Editor's note: The IAPP is policy neutral. We publish contributed opinion and analysis pieces to enable our members to hear a broad spectrum of views in our domains.
This is the first article in an ongoing series that will explore issues or recent developments in data, cybersecurity and artificial intelligence governance.
In a world where every day brings new data, cyber and artificial intelligence updates, it can sometimes be helpful to take a step back and explore a wrinkle or other recent development. This "thought for the week" is a reflection on such a development and its implications for organizations.
It would not surprise any professional in our space that the holidays are prime time for cyberattacks. I recommend you check out the recent Semperis 2025 Ransomware Holiday Risk Report, which surveyed 1,500 IT and security professionals across multiple jurisdictions and industries. The report found that 52% of respondents who had experienced ransomware attacks said they occurred during a weekend or holiday. It also found that 78% of respondents had cut security operations center staff by 50% or more during holidays and weekends, primarily to provide a work-life balance for employees.
Threat actors are aware of this trend of lighter staffing during the holidays and often launch attacks during holidays to capitalize on the disruption. As noted by the Semperis Director of Incident Response Jeff Wichman, "If you want your employees to be out for the holiday, you need to plan and prepare. You need to have some type of monitoring, even if it’s third-party monitoring with extra diligence over that period. There is no time off."
So, how should companies respond to the potential for increased threats during the holidays?
Data and cyber professionals should be thinking about how they can provide their organization with some holiday gifts that can help address the increased risks during this most wonderful time of the year for threat actors. The specifics will vary depending on the size and complexity of the organization, as well as its industry and other factors. Several cyber preparation "gift-giving ideas" include the following.
Refresh your organization's 'out-of-band' communications channels
All members of the executive leadership team, as well as the core members of the incident response team, including IT/security, legal and other units, should be ready to switch to a suitable "out-of-band" communications channel, such as Signal, Proton mail, etc., at any time if needed during a cyber incident.

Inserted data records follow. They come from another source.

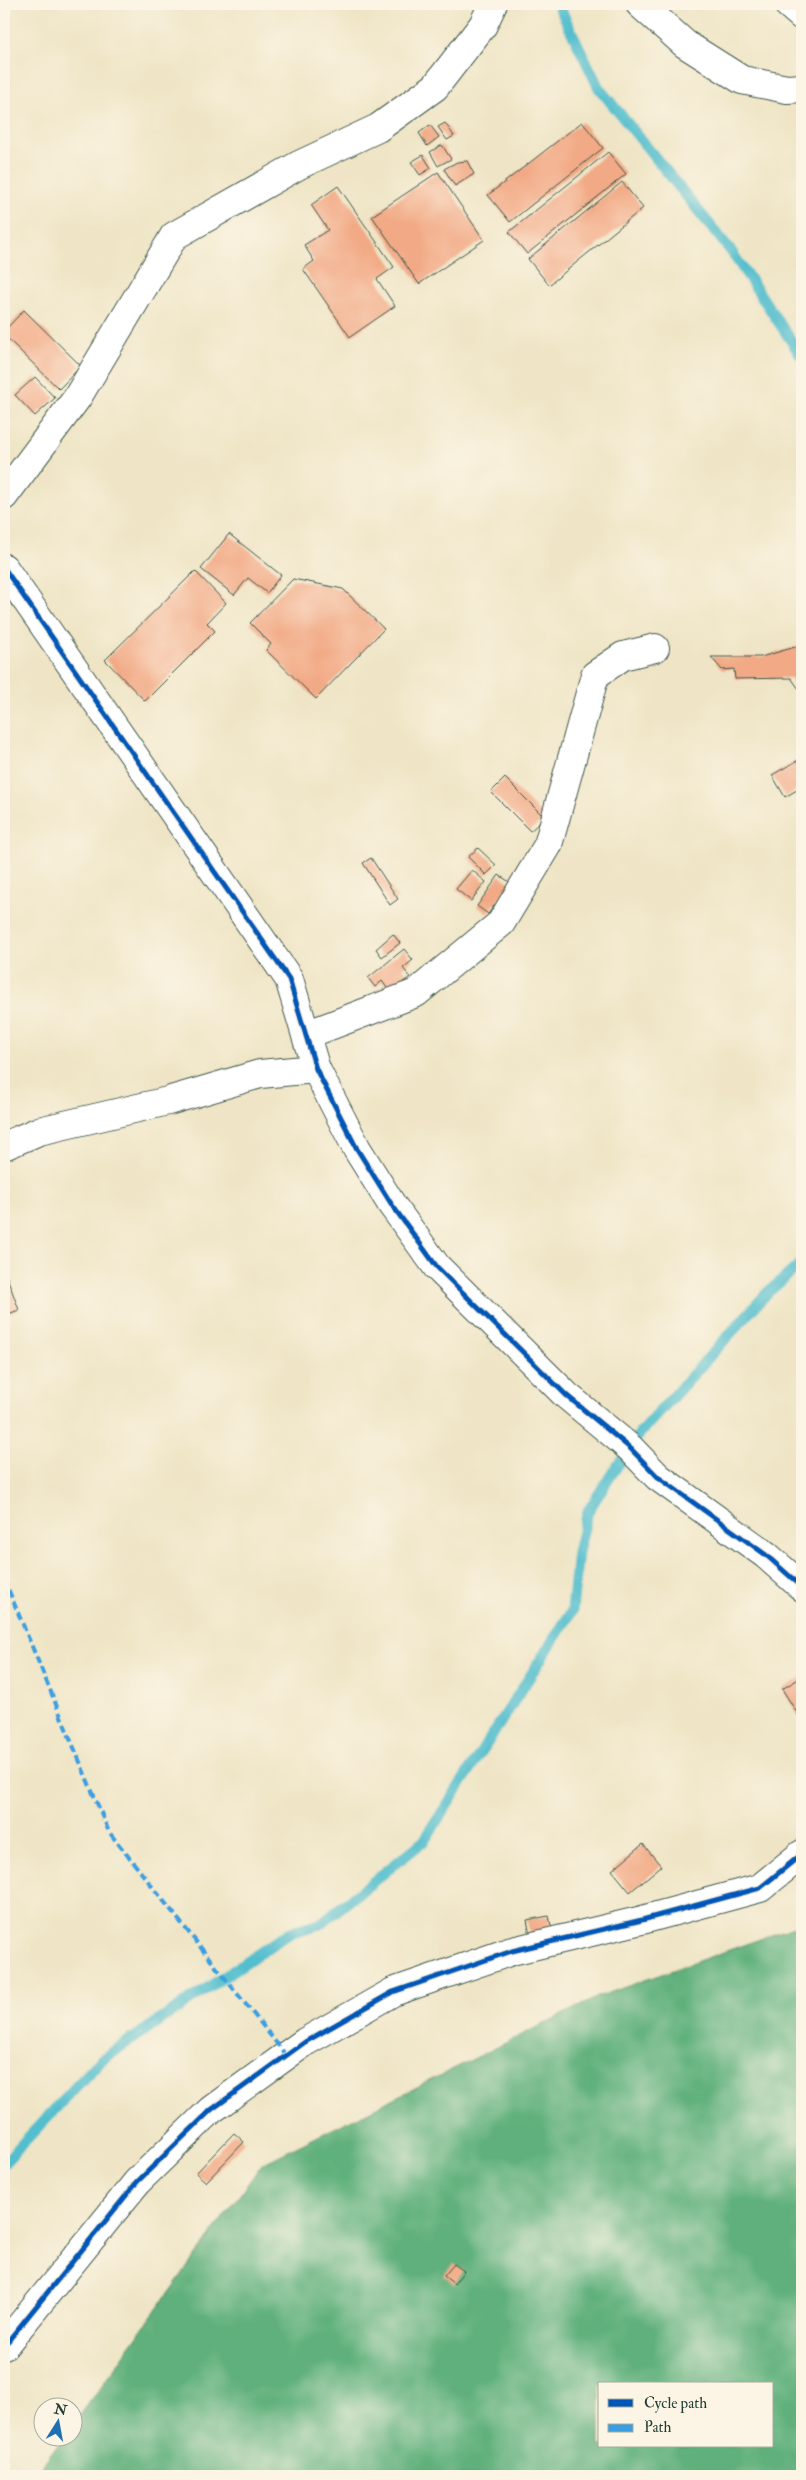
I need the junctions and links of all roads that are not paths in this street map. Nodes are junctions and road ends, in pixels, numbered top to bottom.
1 (493, 4) edge
2 (640, 4) edge
3 (788, 4) edge
4 (802, 16) edge
5 (802, 88) edge
6 (4, 496) edge
7 (4, 568) edge
8 (655, 648) dead end
9 (306, 1035) junction
10 (316, 1069) junction
11 (4, 1146) edge
12 (802, 1587) edge
13 (802, 1854) edge
14 (4, 2346) edge

1 - 6 street
2 - 5 street
3 - 4 street
7 - 9 street
8 - 9 street
9 - 10 street
10 - 11 street
10 - 12 street
13 - 14 street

Depending on the nature of the attack and the situation, use of such a communication channel could be essential, such as if a ransomware has disabled company email and communications channels or simply prudent, e.g., where law enforcement notifies that a nation state or other threat actor is in the environment, and the company wishes to avoid tipping off such threat actor. However, out-of-band communication channels should not be used as a default for all incidents given there can be challenges with company record retention procedures and privilege concerns, as well as practical limitations on ease of use. Still, if it's essential or prudent for the organization to use such a channel, it will save valuable time and avoid confusion if it is ready to go when needed.

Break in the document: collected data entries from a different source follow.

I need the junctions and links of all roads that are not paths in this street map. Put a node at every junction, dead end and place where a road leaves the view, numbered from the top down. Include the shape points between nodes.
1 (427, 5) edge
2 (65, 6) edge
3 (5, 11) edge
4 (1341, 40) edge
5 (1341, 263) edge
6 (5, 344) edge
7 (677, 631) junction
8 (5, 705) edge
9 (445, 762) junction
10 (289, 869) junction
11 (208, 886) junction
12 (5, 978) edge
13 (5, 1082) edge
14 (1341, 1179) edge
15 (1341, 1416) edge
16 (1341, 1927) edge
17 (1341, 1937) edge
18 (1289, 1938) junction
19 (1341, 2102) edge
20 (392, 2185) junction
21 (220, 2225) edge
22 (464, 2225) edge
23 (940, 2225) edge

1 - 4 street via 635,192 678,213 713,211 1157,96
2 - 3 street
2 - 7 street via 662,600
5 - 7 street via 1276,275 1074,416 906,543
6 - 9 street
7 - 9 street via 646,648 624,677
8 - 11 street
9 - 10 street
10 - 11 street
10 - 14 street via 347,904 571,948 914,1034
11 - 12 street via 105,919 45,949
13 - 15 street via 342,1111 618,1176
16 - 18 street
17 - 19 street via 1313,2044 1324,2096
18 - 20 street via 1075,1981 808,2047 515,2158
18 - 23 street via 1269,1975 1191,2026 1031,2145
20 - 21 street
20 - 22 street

Remind leadership of the incident response plan and key lessons learned from prior tabletop exercises or incidents
It would be helpful to remind senior leadership about the organization's incident response plan, and perhaps a few key lessons learned from prior tabletop exercises or incidents. This can give them just a little extra context if indeed a notification pings them while they are enjoying their eggnog with family and friends.

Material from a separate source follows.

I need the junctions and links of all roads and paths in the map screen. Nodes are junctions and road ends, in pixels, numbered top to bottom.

Consider enhancements to threat detection and response solutions
It's a good time to pose a question to the IT and security team as to whether there is anything that could or should be done to enhance data loss prevention, endpoint detection and response, or other threat detection and response solutions during the holiday time.
Particularly if, all or part of the company closes during this period, ask if the solutions could be dialed up for not only enhanced monitoring but perhaps — at least in some ways — enhanced automated blocking of potential malicious traffic. This approach may be appropriate since most employees will not be working and the typical downsides of blocking for false positives might not be as significant.
Assure proper staffing for security monitoring and incident response
Reconfirm appropriate internal staffing levels for IT and security. Also, if the organization leverages a managed security service provider, confirm they will adequately staff and support the threat detection and response activities during the holiday period. On the privacy and cyber legal and compliance side, assure that a core team is available to respond during this time, even if some of the team members will truly be "off" during the holiday period. Also, it would be helpful to confirm whether one or more board members designated as cybersecurity leads will be available if any issue arises.
Confirm external counsel, forensics and other key providers
It is helpful to confirm the availability of external counsel, forensics and other potential key providers, such as a ransomware negotiator. The external counsel and forensics are arguably the most significant, as these will be the first calls, and others will follow as needed depending on the situation.
What other "cyber gift-giving ideas" would you have for your organization during this holiday time? Tis the season.
Brian Hengesbaugh, CIPP/US, is the global chair of data and cyber at Baker McKenzie.